While spinal issues can and do cause sciatic nerve pain in some patients, many patients with structural lumbar abnormalities are misdiagnosed and the real source of sciatica symptoms is rarely uncovered.
Since sciatica can result from spinal structural issues, muscular compression scenarios, localized and systemic nerve dysfunction, disease processes, blood sugar concerns, tumor formation and oxygen deprivation, accurate diagnosis is never an easy process.
When pain exists primarily in the buttocks, the pain will typically be blamed on a spinal condition in the lower lumbar or lumbosacral spinal regions. Usually this is a theorized compressive neuropathy of one or more of the spinal nerve roots. Remember, since the spinal cord has already evolved into the cauda equina in the lower lumbar spine, central and foraminal canal narrowing can both enact strikingly similar expressions, especially influencing the L4, L5 or S1 nerve roots.
However, buttocks pain may also be suspected to exist due to sacroiliac joint issues or the infamous diagnosis of piriformis syndrome. In my experience, SI joint concerns are usually misdiagnosed, since symptoms are generally localized and do not qualify as true sciatica, although this is not an absolute.

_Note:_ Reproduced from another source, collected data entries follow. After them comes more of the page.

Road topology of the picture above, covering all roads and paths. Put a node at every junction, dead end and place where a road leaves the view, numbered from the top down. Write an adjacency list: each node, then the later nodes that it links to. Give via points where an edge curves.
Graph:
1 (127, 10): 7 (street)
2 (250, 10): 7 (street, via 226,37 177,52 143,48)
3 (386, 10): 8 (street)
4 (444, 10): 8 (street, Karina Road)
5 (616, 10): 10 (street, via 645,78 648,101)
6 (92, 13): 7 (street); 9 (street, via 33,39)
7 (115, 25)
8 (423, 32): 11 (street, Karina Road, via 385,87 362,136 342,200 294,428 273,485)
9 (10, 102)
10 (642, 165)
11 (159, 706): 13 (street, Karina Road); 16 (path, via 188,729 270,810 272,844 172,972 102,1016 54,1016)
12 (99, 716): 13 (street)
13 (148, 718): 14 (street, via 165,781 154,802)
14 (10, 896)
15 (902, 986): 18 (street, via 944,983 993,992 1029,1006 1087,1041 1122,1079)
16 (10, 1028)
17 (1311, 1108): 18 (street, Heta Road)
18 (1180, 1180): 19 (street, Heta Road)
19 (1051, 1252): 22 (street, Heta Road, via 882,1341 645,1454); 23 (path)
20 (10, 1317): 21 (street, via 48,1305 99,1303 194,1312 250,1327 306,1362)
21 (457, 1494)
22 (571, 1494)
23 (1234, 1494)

Meanwhile, piriformis syndrome is virtually always a completely incorrect or incomplete diagnostic conclusion. In many patients, the piriformis muscle may indeed be involved. However, the underlying causative process is rarely injury, as speculated, but ischemia, in the majority of cases I have seen. A few cases are obviously focused on the not-so-uncommon anatomical abnormality in which the sciatic nerve travels through the piriformis muscle, rather than below it.
The buttocks is a primary location for a great number of lower back pain and sciatica expressions. Pain here is truly crippling and can make normal movement seem impossible. I truly empathize with patients who suffer from severe buttocks pain and the postural and functional issues which accompany these agonizing events. I suffered from these miseries myself for many years and still do to this day.
My advice for chronic or recurrent buttocks pain mirrors my advice on many back pain topics. Concentrate on achieving an accurate diagnosis, for without this often taken for granted factor, there is virtually no hope for a cure. If your pain has not responded to appropriate care time and time again, do not blame the therapy; instead blame the diagnosis.